Teen Boys and Getting the Stress Out

This is a follow-up post to Boxer's Fracture.

Funny the stories and memories that come back when people saw my son in a cast. We were all truthful about what happened when asked. No lying here.

First I'd forgotten my own brother, as a teen, did the same thing but my father refused to get him medical treatment. My grandmother finally took him to her own family Dr. with her own money but the guy just splinted it. It healed in a displaced way and is all crooked and he has had arthritis in the joints every day of his life ever since. This was relayed to me by my brother when I told him what happened.

Next a homeschool co-op teacher said her house is full of holes from punches from one son. She said many teen boys she knew wrecked their parent's houses in anger destruction fits.

I heard three other families' tales of how their sons all punched walls and broke their hands.

Better was the constructive advice to get boxing gloves and a punching bag, and other hitting implements.
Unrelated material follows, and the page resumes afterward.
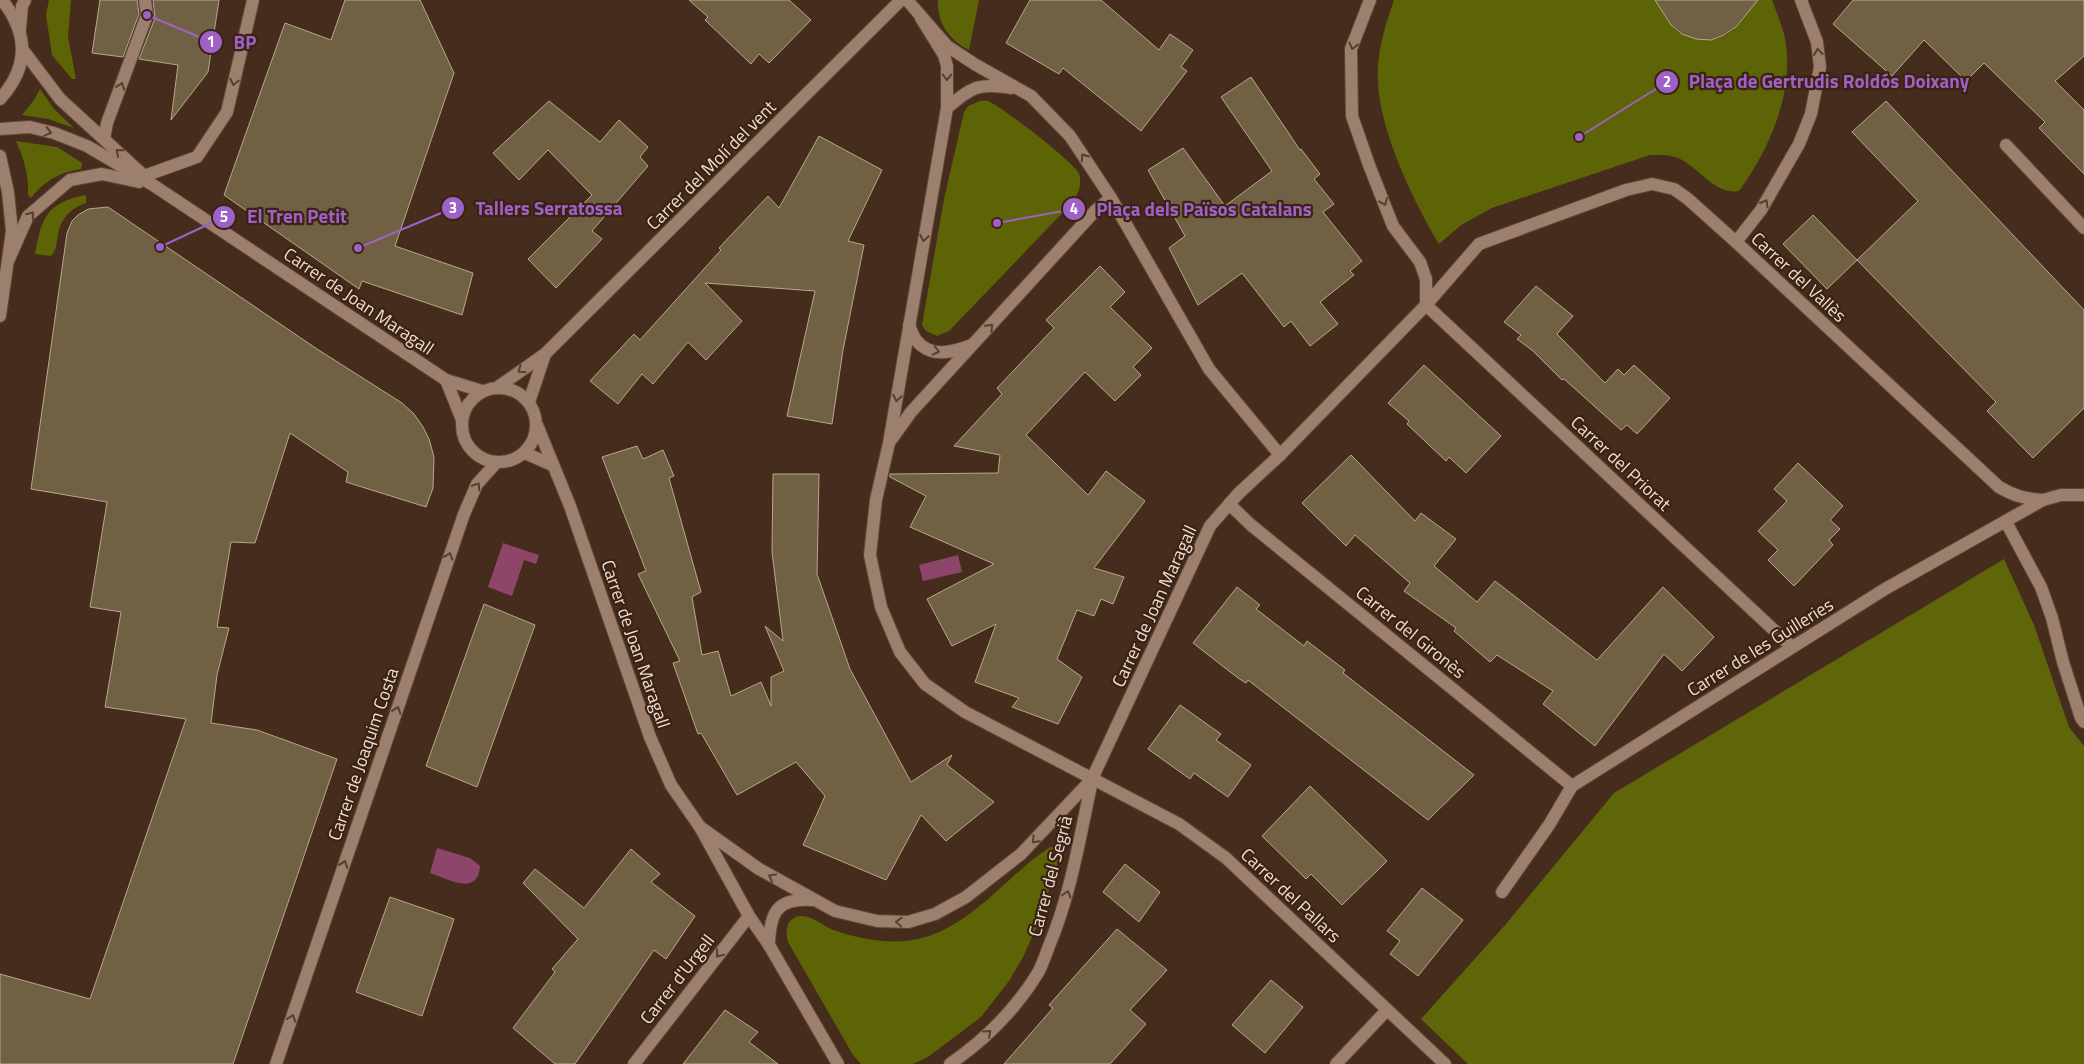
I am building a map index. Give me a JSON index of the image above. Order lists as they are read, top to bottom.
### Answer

The orthopedist and other doctors have all said BOYS need things to hit and destroy or else hard work to do like farming chores, splitting wood and other hard work that WE DO NOT HAVE AVAILABLE TO US LIVING IN THE SUBURBS.

One male nurse said he grew up on a farm and when he got angry his father sent him to the field for the day to mend fences. He said some days he was out there for nine hours until the dinner bell rang. By that time he said he was too tired and hungry and whatever the problem was he'd already forgotten.

One doctor said a lot of teen boys are finding their way into psychiatric hospitals, with mental illness diagnoses and on psych meds to calm down the ya-ya's that in the previous generations were gotten out of the system by hard work or hard sports.

I am glad my son has 3 hours a day of vigorous exercise at his team sport to get some ya-ya's out.

Now that the hand is healed we will shop for some boxing equipment to hang in the garage to beat up on when he's mad or has too much energy.

My son realized he does not want to hurt himself again because it impairs basic daily living, primarily. I frankly think he should also do work to earn money to pay his medical bills. We have a 10% co-payment on all medical services rendered which adds up after many specialist visits and multiple x-rays not to mention the expensive emergency room visit (the pediatrician refuses to see possible bone fractures and refers to the ER).